As Obama neared the end of the speech on immigration reform at the Betty Ong Chinese Recreation Center, a young man standing on the riser behind the president began to shout over him.
"Mr. President, please use your executive order to halt deportations for all 11.5 million undocumented immigrants in this country right now," the man said, as people next to him turned to look.
Obama tried to continue, but the man kept going.
"You have the power to stop deportation for all of them," he yelled.
"Actually, no, I don't," the president said, turning to address him, as several others joined in, chanting, "Stop deportation now."
While the president is sometimes heckled by audience members at speeches, it is unusual for the interruption to come from one of the people allowed to stand as a backdrop for him while he speaks.
As event organizers sought to remove the young man from the stand, Obama waved them off.
"I respect the passion of these young people," he said. "If in fact I could solve all these problems without passing laws in Congress, then I would do so."
"The easy way out is to try to yell and pretend like I can do something by violating our laws," he said. "And what I'm proposing is taking the harder path and using our democratic processes to achieve the same goal that you want to achieve."

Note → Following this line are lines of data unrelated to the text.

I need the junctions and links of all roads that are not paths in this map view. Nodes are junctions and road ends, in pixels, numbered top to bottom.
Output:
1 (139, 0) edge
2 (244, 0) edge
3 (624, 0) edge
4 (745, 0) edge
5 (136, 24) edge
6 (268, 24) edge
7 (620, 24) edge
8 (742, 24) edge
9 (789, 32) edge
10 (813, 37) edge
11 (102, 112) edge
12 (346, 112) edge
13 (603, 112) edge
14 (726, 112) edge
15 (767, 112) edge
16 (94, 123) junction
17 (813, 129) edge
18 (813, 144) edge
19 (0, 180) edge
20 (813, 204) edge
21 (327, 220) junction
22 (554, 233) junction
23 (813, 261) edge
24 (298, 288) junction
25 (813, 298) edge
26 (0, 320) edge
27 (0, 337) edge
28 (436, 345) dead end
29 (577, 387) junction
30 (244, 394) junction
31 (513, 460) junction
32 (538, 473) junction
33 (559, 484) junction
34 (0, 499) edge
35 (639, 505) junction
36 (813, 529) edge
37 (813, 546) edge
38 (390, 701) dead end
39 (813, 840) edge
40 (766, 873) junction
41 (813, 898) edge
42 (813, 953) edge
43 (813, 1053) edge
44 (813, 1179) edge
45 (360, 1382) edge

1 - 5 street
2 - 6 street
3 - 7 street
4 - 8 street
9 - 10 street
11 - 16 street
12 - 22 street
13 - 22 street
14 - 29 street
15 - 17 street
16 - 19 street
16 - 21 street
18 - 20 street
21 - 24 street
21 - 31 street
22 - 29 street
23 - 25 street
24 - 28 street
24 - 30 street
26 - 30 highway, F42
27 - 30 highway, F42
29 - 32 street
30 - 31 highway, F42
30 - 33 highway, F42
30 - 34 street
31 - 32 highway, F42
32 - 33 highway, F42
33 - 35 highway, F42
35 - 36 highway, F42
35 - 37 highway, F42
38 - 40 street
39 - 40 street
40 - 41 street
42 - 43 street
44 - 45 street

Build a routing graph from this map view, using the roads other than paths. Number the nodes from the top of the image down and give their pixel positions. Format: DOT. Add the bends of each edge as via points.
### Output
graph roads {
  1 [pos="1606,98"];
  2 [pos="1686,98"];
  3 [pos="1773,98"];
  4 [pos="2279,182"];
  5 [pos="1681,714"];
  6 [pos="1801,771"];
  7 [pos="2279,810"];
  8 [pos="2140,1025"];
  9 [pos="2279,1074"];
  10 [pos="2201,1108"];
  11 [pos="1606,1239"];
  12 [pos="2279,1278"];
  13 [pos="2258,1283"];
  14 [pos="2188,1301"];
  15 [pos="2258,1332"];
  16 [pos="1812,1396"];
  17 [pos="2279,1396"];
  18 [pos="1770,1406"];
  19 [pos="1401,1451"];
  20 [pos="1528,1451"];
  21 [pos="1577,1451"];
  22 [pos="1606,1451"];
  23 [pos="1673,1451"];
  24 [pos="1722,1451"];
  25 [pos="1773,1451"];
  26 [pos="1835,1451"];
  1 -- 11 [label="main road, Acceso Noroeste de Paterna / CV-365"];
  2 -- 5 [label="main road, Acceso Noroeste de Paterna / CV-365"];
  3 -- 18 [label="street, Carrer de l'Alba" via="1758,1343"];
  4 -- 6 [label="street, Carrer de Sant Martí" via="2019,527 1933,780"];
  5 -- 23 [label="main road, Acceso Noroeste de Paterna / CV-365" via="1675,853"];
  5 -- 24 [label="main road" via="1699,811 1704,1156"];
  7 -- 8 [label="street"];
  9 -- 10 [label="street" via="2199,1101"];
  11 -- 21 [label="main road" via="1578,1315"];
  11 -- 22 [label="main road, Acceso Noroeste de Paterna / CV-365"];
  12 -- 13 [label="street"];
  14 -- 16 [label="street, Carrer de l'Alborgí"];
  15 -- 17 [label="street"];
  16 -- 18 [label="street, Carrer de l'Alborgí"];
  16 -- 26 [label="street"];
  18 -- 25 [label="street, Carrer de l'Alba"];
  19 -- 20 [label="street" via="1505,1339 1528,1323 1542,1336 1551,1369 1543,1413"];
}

The president held out hope in his speech that immigration reform legislation that has passed the Senate but is stuck in the Republican-led House of Representatives has a chance of being signed into law.
Obama pointed to a remark by House Speaker John Boehner that some progress on immigration reform is possible.
"That is good news," the president said. "I believe the speaker is sincere. I think he genuinely wants to get it done."
However, for many of Obama's supporters, the possibility that immigration reform could wither on the vine is hard to take, and for one person listening to the president on Monday, that feeling boiled over.
"I've not seen my family, " he said. "I need your help."